Average adherence to boosted protease inhibitor therapy, rather than the pattern of missed doses, as a predictor of HIV RNA replication

Abstract

Consecutive missed doses may differentially impact the efficacy of antiretroviral therapy associated with the use of a nonnucleoside reverse-transcriptase inhibitor (NNRTI) and a ritonavir-boosted protease inhibitor (PI). In a cohort of 72 subjects receiving a boosted PI, average adherence to dosage was a better predictor of human immunodeficiency virus (HIV) replication than was the duration or frequency of treatment interruption.
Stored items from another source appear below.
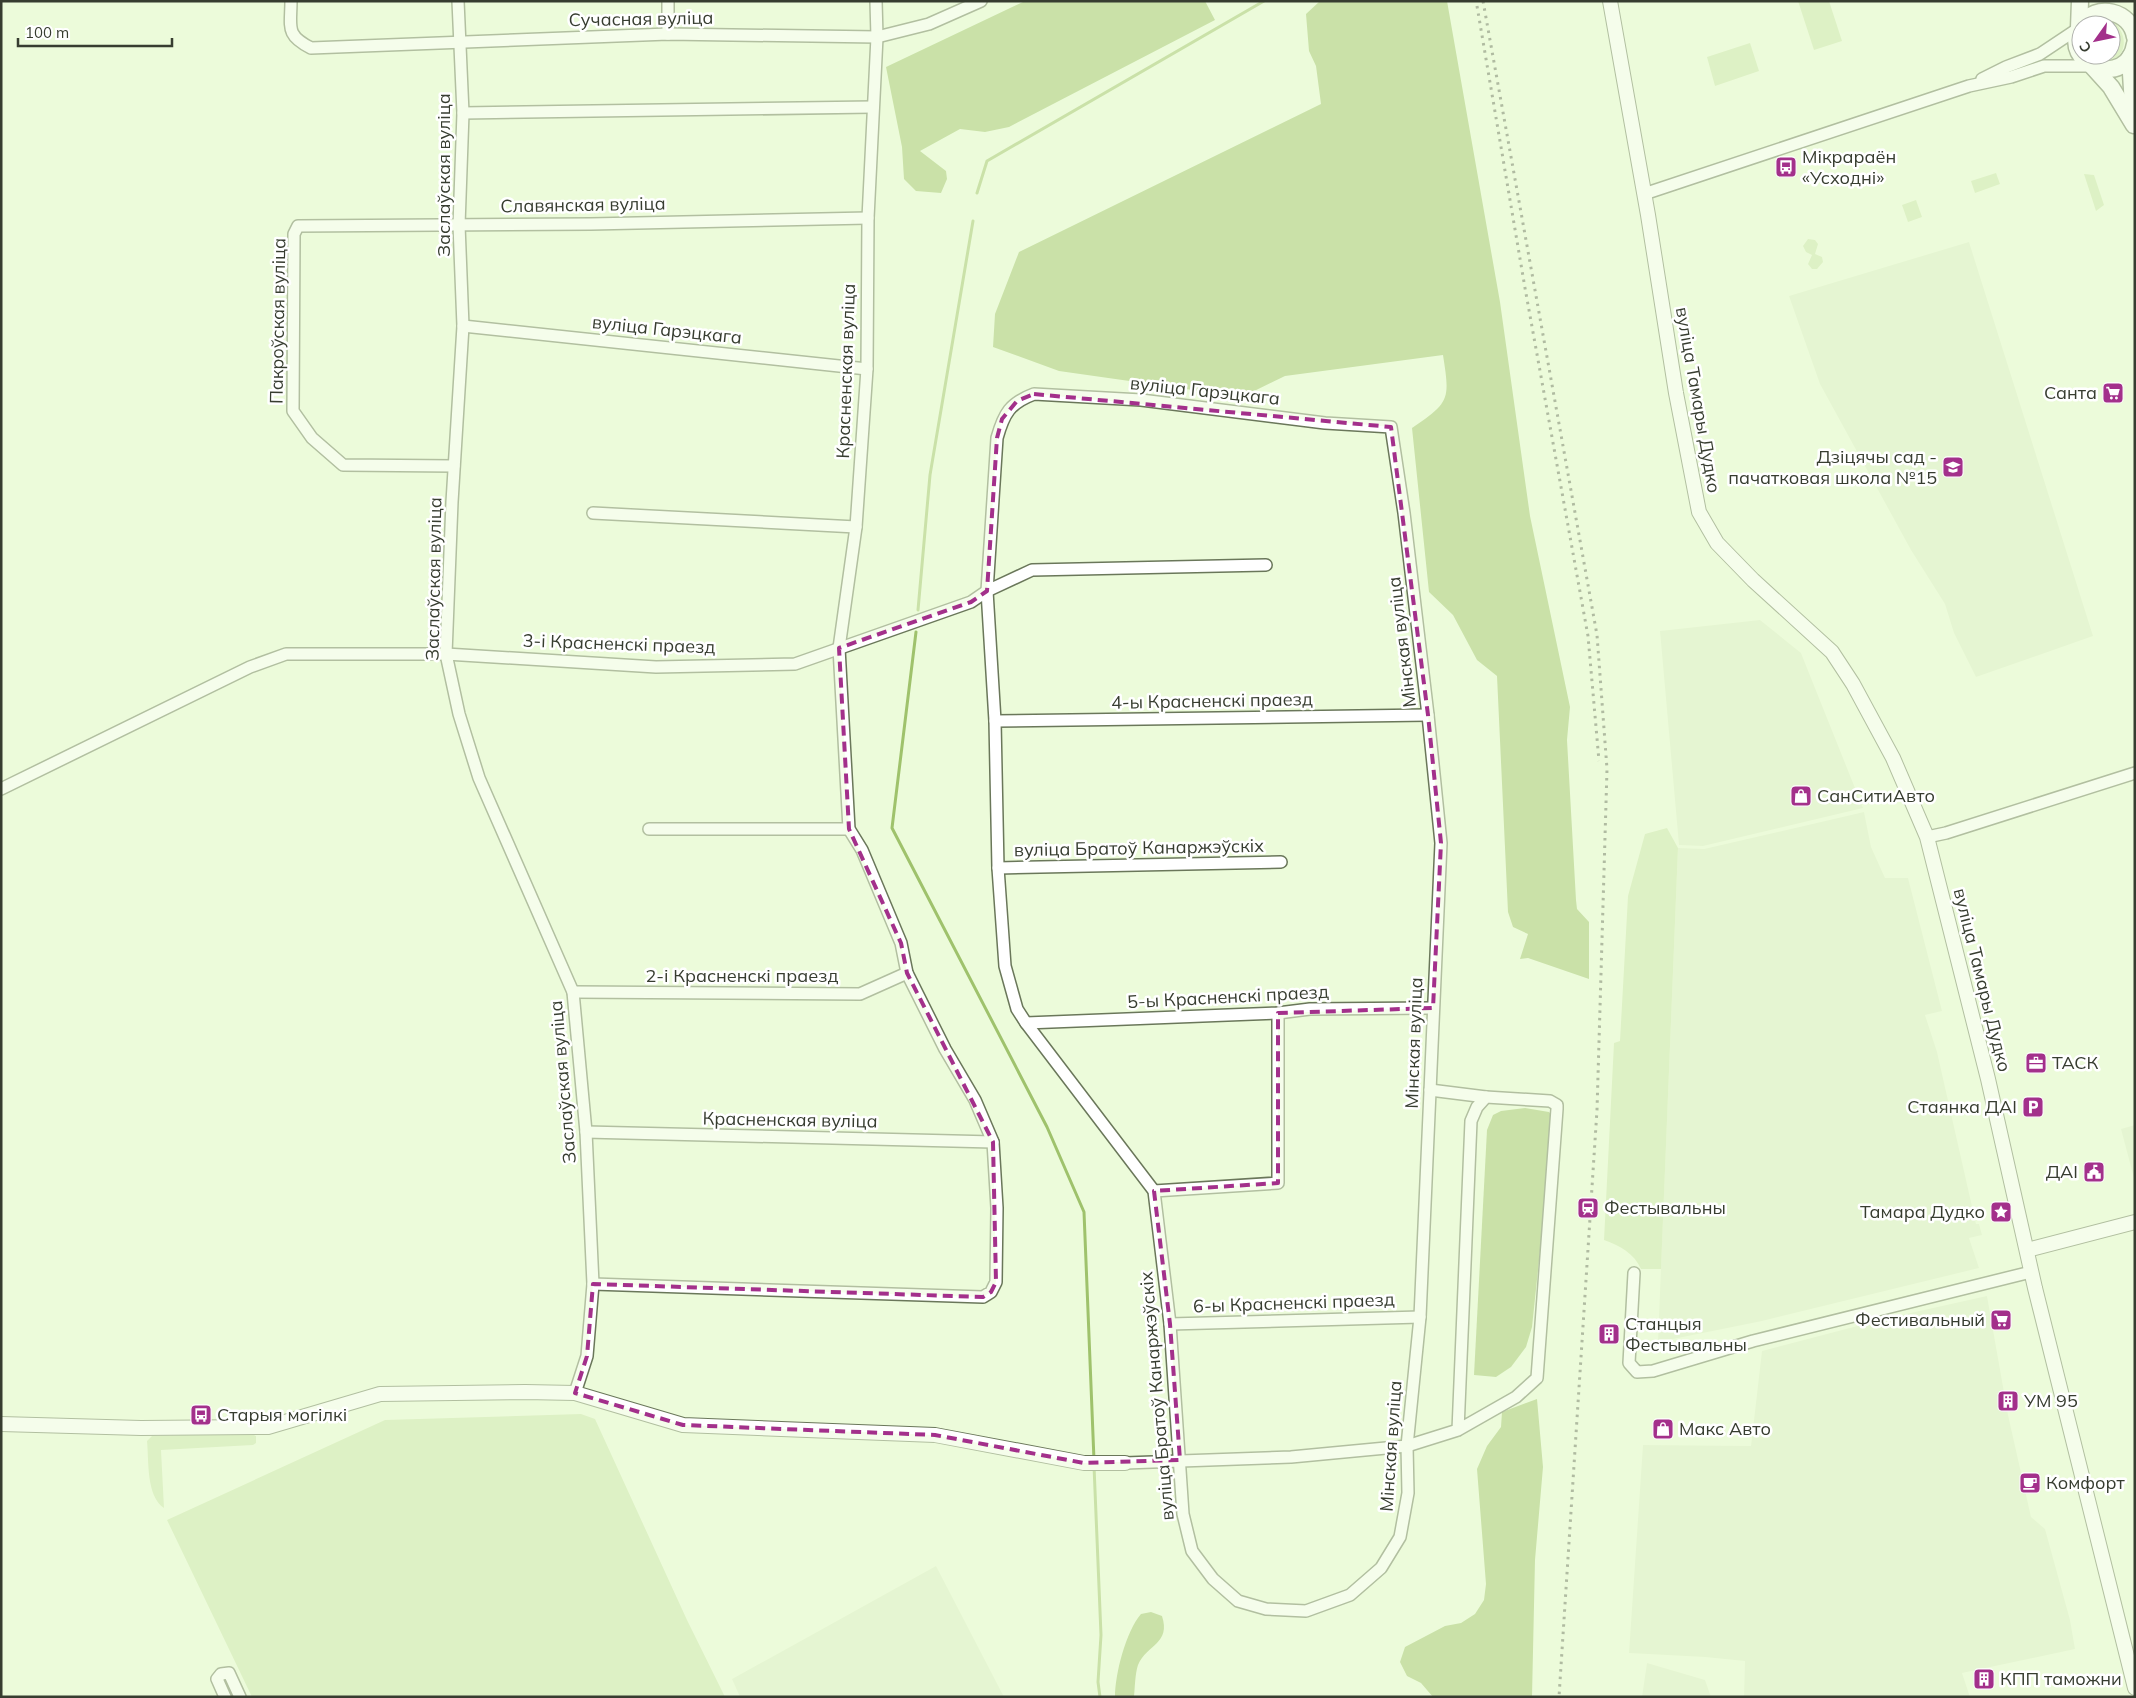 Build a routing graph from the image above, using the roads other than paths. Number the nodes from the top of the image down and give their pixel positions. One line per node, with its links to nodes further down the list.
1 (291, 1): 15 (street, Сучасная вуліца)
2 (458, 1): 15 (street, Заслаўская вуліца)
3 (668, 1): 13 (street)
4 (876, 1): 14 (street, Красненская вуліца)
5 (981, 1): 14 (street, Сучасная вуліца)
6 (1610, 1): 22 (street, вуліца Тамары Дудко)
7 (2080, 1): 9 (main road)
8 (2111, 7): 10 (main road); 11 (main road)
9 (2081, 15)
10 (2092, 15)
11 (2133, 29)
12 (2071, 33): 18 (street)
13 (668, 34): 14 (street, Сучасная вуліца); 15 (street, Сучасная вуліца)
14 (877, 37): 19 (street, Красненская вуліца)
15 (459, 41): 20 (street, Заслаўская вуліца)
16 (2133, 52): 17 (main road); 21 (main road)
17 (2092, 66): 18 (street); 21 (main road)
18 (1969, 86): 22 (street)
19 (873, 107): 20 (street); 23 (street, Красненская вуліца)
20 (463, 113): 24 (street, Заслаўская вуліца)
21 (2134, 126)
22 (1644, 194): 43 (street, вуліца Тамары Дудко)
23 (868, 218): 24 (street, Славянская вуліца); 27 (street, Красненская вуліца)
24 (459, 224): 25 (street, Славянская вуліца); 26 (street, Заслаўская вуліца)
25 (298, 226): 30 (street, Пакроўская вуліца)
26 (463, 326): 27 (street, вуліца Гарэцкага); 30 (street, Заслаўская вуліца)
27 (867, 369): 32 (street, Красненская вуліца)
28 (1017, 401): 29 (street, вуліца Гарэцкага); 34 (street, вуліца Братоў Канаржэўскіх)
29 (1391, 427): 37 (street, Мінская вуліца)
30 (454, 466): 36 (street, Заслаўская вуліца)
31 (593, 513): 32 (street)
32 (856, 526): 35 (street, Красненская вуліца)
33 (1266, 565): 34 (street)
34 (986, 591): 35 (street, 3-і Красненскі праезд); 38 (street, вуліца Братоў Канаржэўскіх)
35 (839, 648): 36 (street, 3-і Красненскі праезд); 42 (street, Красненская вуліца)
36 (446, 654): 40 (street, 3-і Красненскі праезд); 47 (street, Заслаўская вуліца)
37 (1428, 715): 38 (street, 4-ы Красненскі праезд); 48 (street, Мінская вуліца)
38 (995, 721): 45 (street, вуліца Братоў Канаржэўскіх)
39 (2135, 773): 43 (street)
40 (1, 789)
41 (649, 828): 42 (street)
42 (849, 829): 46 (street, Красненская вуліца)
43 (1927, 836): 57 (street, вуліца Тамары Дудко)
44 (1281, 862): 45 (street, вуліца Братоў Канаржэўскіх)
45 (998, 868): 50 (street, вуліца Братоў Канаржэўскіх)
46 (907, 973): 47 (street, 2-і Красненскі праезд); 54 (street, Красненская вуліца)
47 (573, 992): 53 (street, Заслаўская вуліца)
48 (1433, 1008): 49 (street, 5-ы Красненскі праезд); 51 (street, Мінская вуліца)
49 (1278, 1013): 50 (street, 5-ы Красненскі праезд); 55 (street)
50 (1026, 1023): 55 (street, вуліца Братоў Канаржэўскіх)
51 (1430, 1090): 52 (street); 61 (street, Мінская вуліца)
52 (1486, 1097): 65 (street); 65 (street)
53 (586, 1132): 54 (street, Красненская вуліца); 60 (street, Заслаўская вуліца)
54 (993, 1142): 60 (street, Красненская вуліца)
55 (1154, 1190): 62 (street, вуліца Братоў Канаржэўскіх)
56 (2135, 1222): 57 (street)
57 (2027, 1250): 58 (street, вуліца Тамары Дудко)
58 (2031, 1272): 59 (street); 70 (street, вуліца Тамары Дудко)
59 (1634, 1273)
60 (592, 1284): 63 (street, Заслаўская вуліца)
61 (1420, 1317): 62 (street, 6-ы Красненскі праезд); 66 (street, Мінская вуліца)
62 (1170, 1324): 67 (street, вуліца Братоў Канаржэўскіх)
63 (575, 1393): 64 (street); 68 (street)
64 (1, 1424)
65 (1458, 1430): 66 (street)
66 (1407, 1446): 67 (street); 69 (street, Мінская вуліца)
67 (1180, 1460): 68 (street); 69 (street, вуліца Братоў Канаржэўскіх)
68 (1125, 1463)
69 (1306, 1611)
70 (2135, 1688)
71 (225, 1697): 72 (street)
72 (240, 1697)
In contrast with an NNRTI, consecutive missed doses of a boosted PI did not emerge as a major risk factor for HIV replication.

Figure 1

Virologic suppression rates, based on the average percent adherence to boosted protease inhibitor therapy.

Figure 2

Relationship between average percent adherence to boosted protease inhibitor (PI) therapy and longer treatment interruption among subjects with (red) and without (green and blue) HIV replication. The red lines on the X-axis and the Y-axis correspond to the median average adherence rate and the duration of treatment interruption, respectively, among subjects with a subsequent HIV RNA level (ie, viral load [VL]) of ≥400 copies/mL. The blue lines on the X-axis and the Y-axis correspond to the median average adherence rate and the duration of treatment interruption, respectively, among subjects with a subsequent VL of <400 copies/mL and low-to-moderate adherence (<80%). The difference in average percent adherence, but not treatment interruption duration, is statistically significant between those with a VL of ≥400 copies/mL and those with a VL of <400 copies/mL.

Figure 3

Relationship between average percent adherence to nonnucleoside reverse-transcriptase inhibitor (NNRTI) and longer treatment interruption among subjects with (red) and without (green and blue) HIV replication. The red lines on the X-axis and the Y-axis correspond to the median average percent adherence rate and duration of treatment interruption, respectively, among subjects with a subsequent HIV RNA level (ie, viral load [VL]) of ≥400 copies/mL. The blue lines on the X-axis and the Y-axis correspond to the median average adherence percent rate and the duration of treatment interruption, respectively, among subjects with a subsequent VL of <400 copies/mL and low-to-moderate adherence (<80%). The difference in duration of treatment interruption, but not average percent adherence rate, is statistically significant between those with a VL of ≥400 copies/mL and those with a VL of <400 copies/mL. This figure was adapted from Figure 2 in Parienti et al [10].